Collected data entries

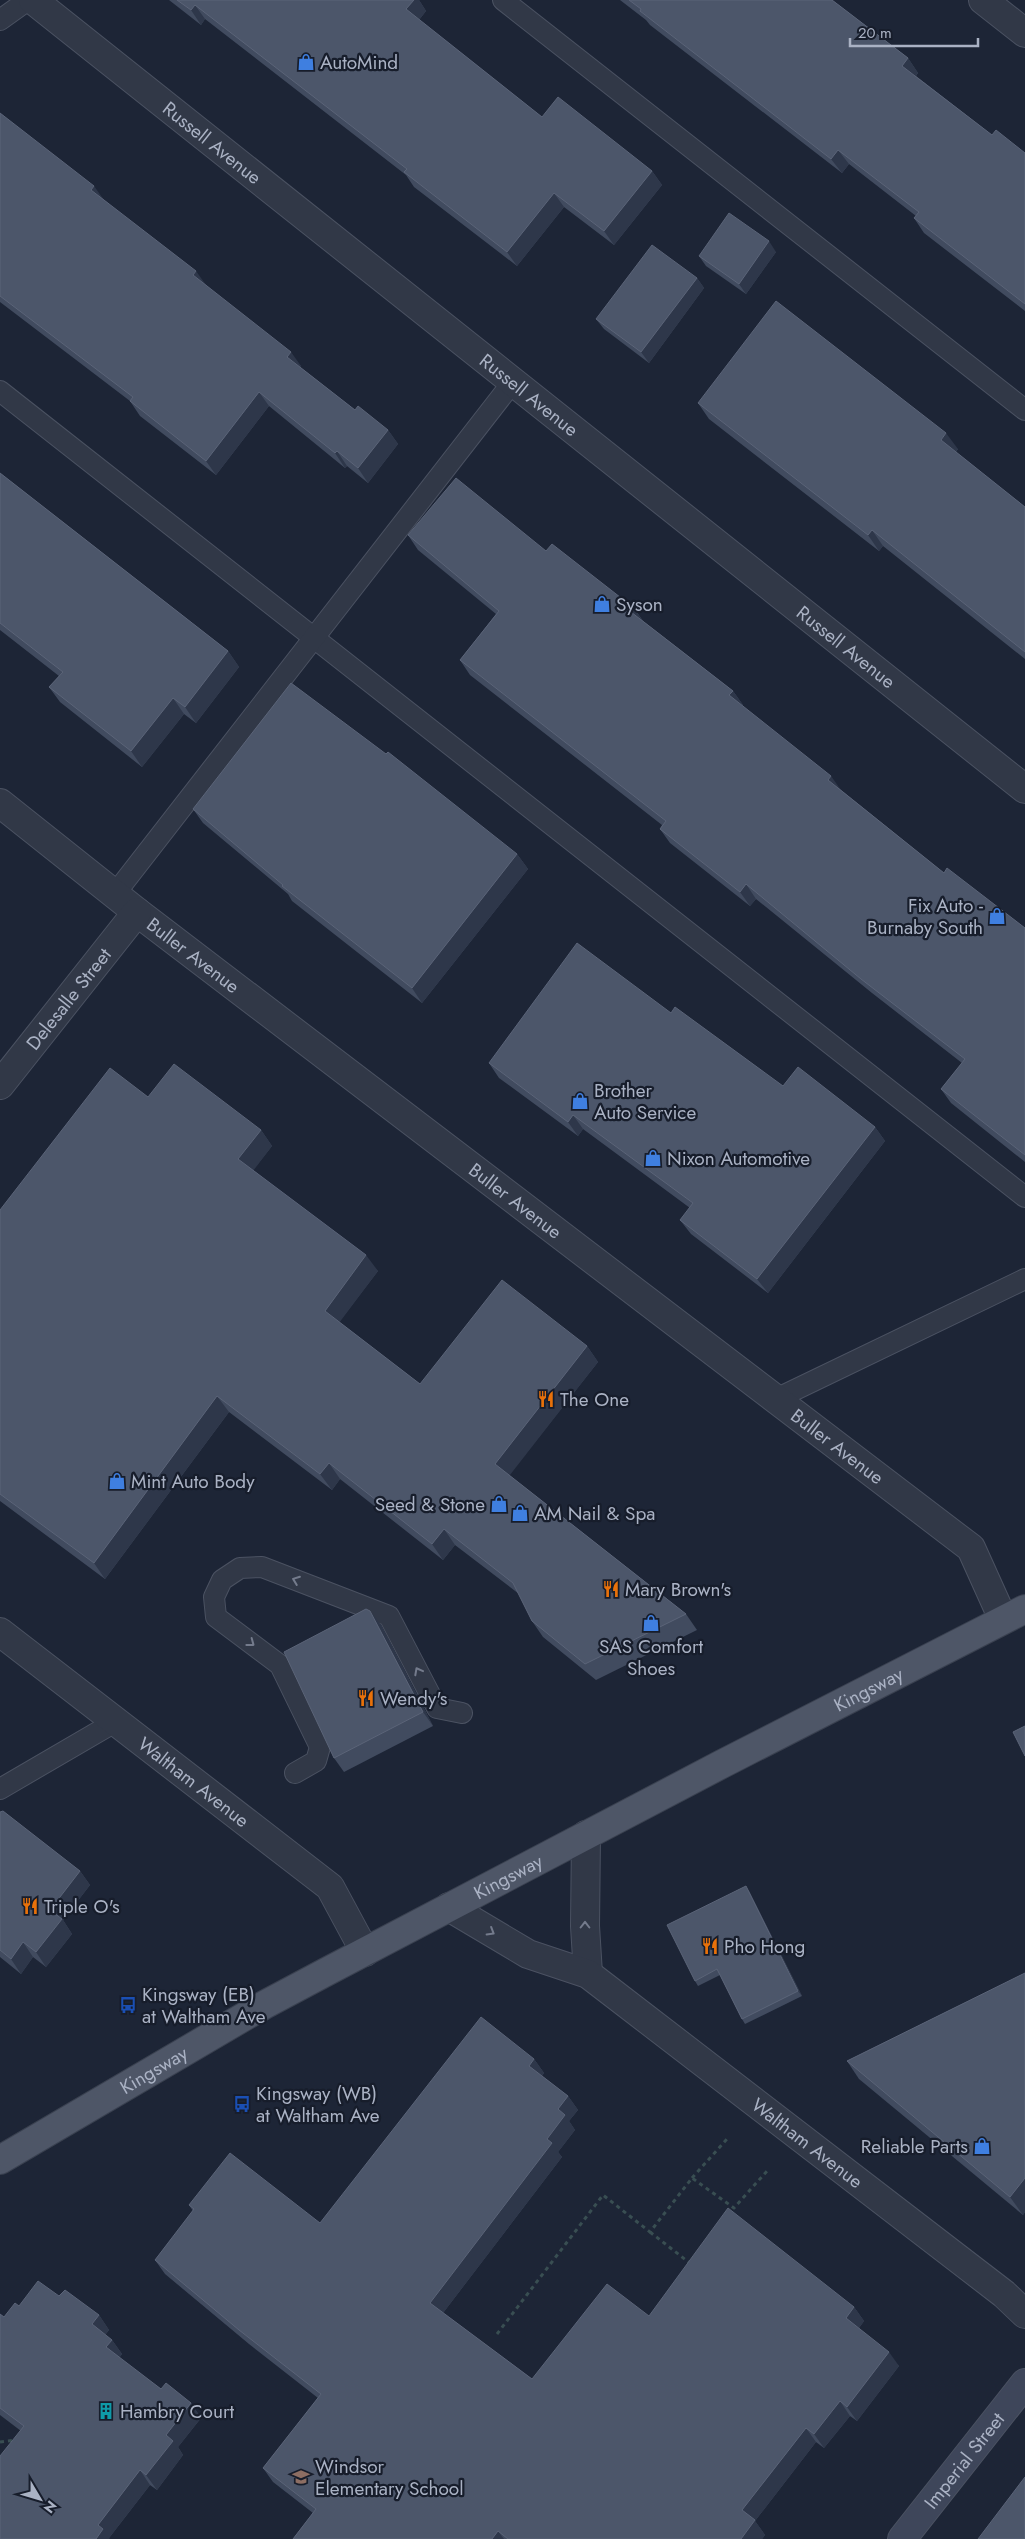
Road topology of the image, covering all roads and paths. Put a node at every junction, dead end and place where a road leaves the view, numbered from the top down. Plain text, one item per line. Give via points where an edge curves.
1 (28, 0) edge
2 (33, 0) edge
3 (503, 0) edge
4 (983, 0) edge
5 (0, 20) edge
6 (1025, 33) edge
7 (512, 383) junction
8 (0, 391) edge
9 (1025, 410) edge
10 (313, 639) junction
11 (1025, 789) edge
12 (0, 803) edge
13 (114, 895) junction
14 (136, 912) junction
15 (0, 1085) edge
16 (1025, 1198) edge
17 (1025, 1279) edge
18 (776, 1399) junction
19 (1014, 1614) edge
20 (0, 1632) edge
21 (462, 1714) dead end
22 (115, 1722) junction
23 (295, 1773) dead end
24 (0, 1789) edge
25 (586, 1835) junction
26 (449, 1907) junction
27 (365, 1952) junction
28 (588, 1974) junction
29 (726, 2139) dead end
30 (0, 2160) edge
31 (767, 2171) dead end
32 (692, 2178) junction
33 (650, 2232) junction
34 (695, 2267) edge
35 (1025, 2314) edge
36 (496, 2334) dead end
37 (1025, 2383) edge
38 (26, 2439) edge
39 (0, 2442) edge
40 (902, 2539) edge

1 - 5 lane
2 - 7 street, Russell Avenue
3 - 9 lane
4 - 6 street
7 - 10 lane
7 - 11 street, Russell Avenue
8 - 10 lane
10 - 13 lane
10 - 16 lane
12 - 13 street, Buller Avenue
13 - 14 street, Buller Avenue
14 - 15 street, Delesalle Street
14 - 18 street, Buller Avenue
17 - 18 lane
18 - 19 street, Buller Avenue via 971,1548
19 - 25 main road, Kingsway
20 - 22 street, Waltham Avenue
21 -> 23 lane via 437,1708 389,1616 262,1567 240,1568 222,1580 214,1597 216,1617 280,1665 320,1747 316,1760
22 - 24 lane
22 - 27 street, Waltham Avenue via 330,1887
25 - 26 main road, Kingsway
28 -> 25 street
26 - 27 main road, Kingsway
26 -> 28 street, Waltham Avenue via 528,1954
27 - 30 main road, Kingsway via 264,2005
28 - 35 street, Waltham Avenue via 1004,2294
29 - 32 path
31 - 32 path via 734,2208
32 - 33 path
33 - 34 path
33 - 36 path via 603,2196
37 - 40 street, Imperial Street
38 - 39 path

What to work on. Transcribe each record exactly as it stands, setting aside any pictures.

Your solution.
Road topology of the image, covering all roads and paths. Put a node at every junction, dead end and place where a road leaves the view, numbered from the top down. Plain text, one item per line. Give via points where an edge curves.
1 (28, 0) edge
2 (33, 0) edge
3 (503, 0) edge
4 (983, 0) edge
5 (0, 20) edge
6 (1025, 33) edge
7 (512, 383) junction
8 (0, 391) edge
9 (1025, 410) edge
10 (313, 639) junction
11 (1025, 789) edge
12 (0, 803) edge
13 (114, 895) junction
14 (136, 912) junction
15 (0, 1085) edge
16 (1025, 1198) edge
17 (1025, 1279) edge
18 (776, 1399) junction
19 (1014, 1614) edge
20 (0, 1632) edge
21 (462, 1714) dead end
22 (115, 1722) junction
23 (295, 1773) dead end
24 (0, 1789) edge
25 (586, 1835) junction
26 (449, 1907) junction
27 (365, 1952) junction
28 (588, 1974) junction
29 (726, 2139) dead end
30 (0, 2160) edge
31 (767, 2171) dead end
32 (692, 2178) junction
33 (650, 2232) junction
34 (695, 2267) edge
35 (1025, 2314) edge
36 (496, 2334) dead end
37 (1025, 2383) edge
38 (26, 2439) edge
39 (0, 2442) edge
40 (902, 2539) edge

1 - 5 lane
2 - 7 street, Russell Avenue
3 - 9 lane
4 - 6 street
7 - 10 lane
7 - 11 street, Russell Avenue
8 - 10 lane
10 - 13 lane
10 - 16 lane
12 - 13 street, Buller Avenue
13 - 14 street, Buller Avenue
14 - 15 street, Delesalle Street
14 - 18 street, Buller Avenue
17 - 18 lane
18 - 19 street, Buller Avenue via 971,1548
19 - 25 main road, Kingsway
20 - 22 street, Waltham Avenue
21 -> 23 lane via 437,1708 389,1616 262,1567 240,1568 222,1580 214,1597 216,1617 280,1665 320,1747 316,1760
22 - 24 lane
22 - 27 street, Waltham Avenue via 330,1887
25 - 26 main road, Kingsway
28 -> 25 street
26 - 27 main road, Kingsway
26 -> 28 street, Waltham Avenue via 528,1954
27 - 30 main road, Kingsway via 264,2005
28 - 35 street, Waltham Avenue via 1004,2294
29 - 32 path
31 - 32 path via 734,2208
32 - 33 path
33 - 34 path
33 - 36 path via 603,2196
37 - 40 street, Imperial Street
38 - 39 path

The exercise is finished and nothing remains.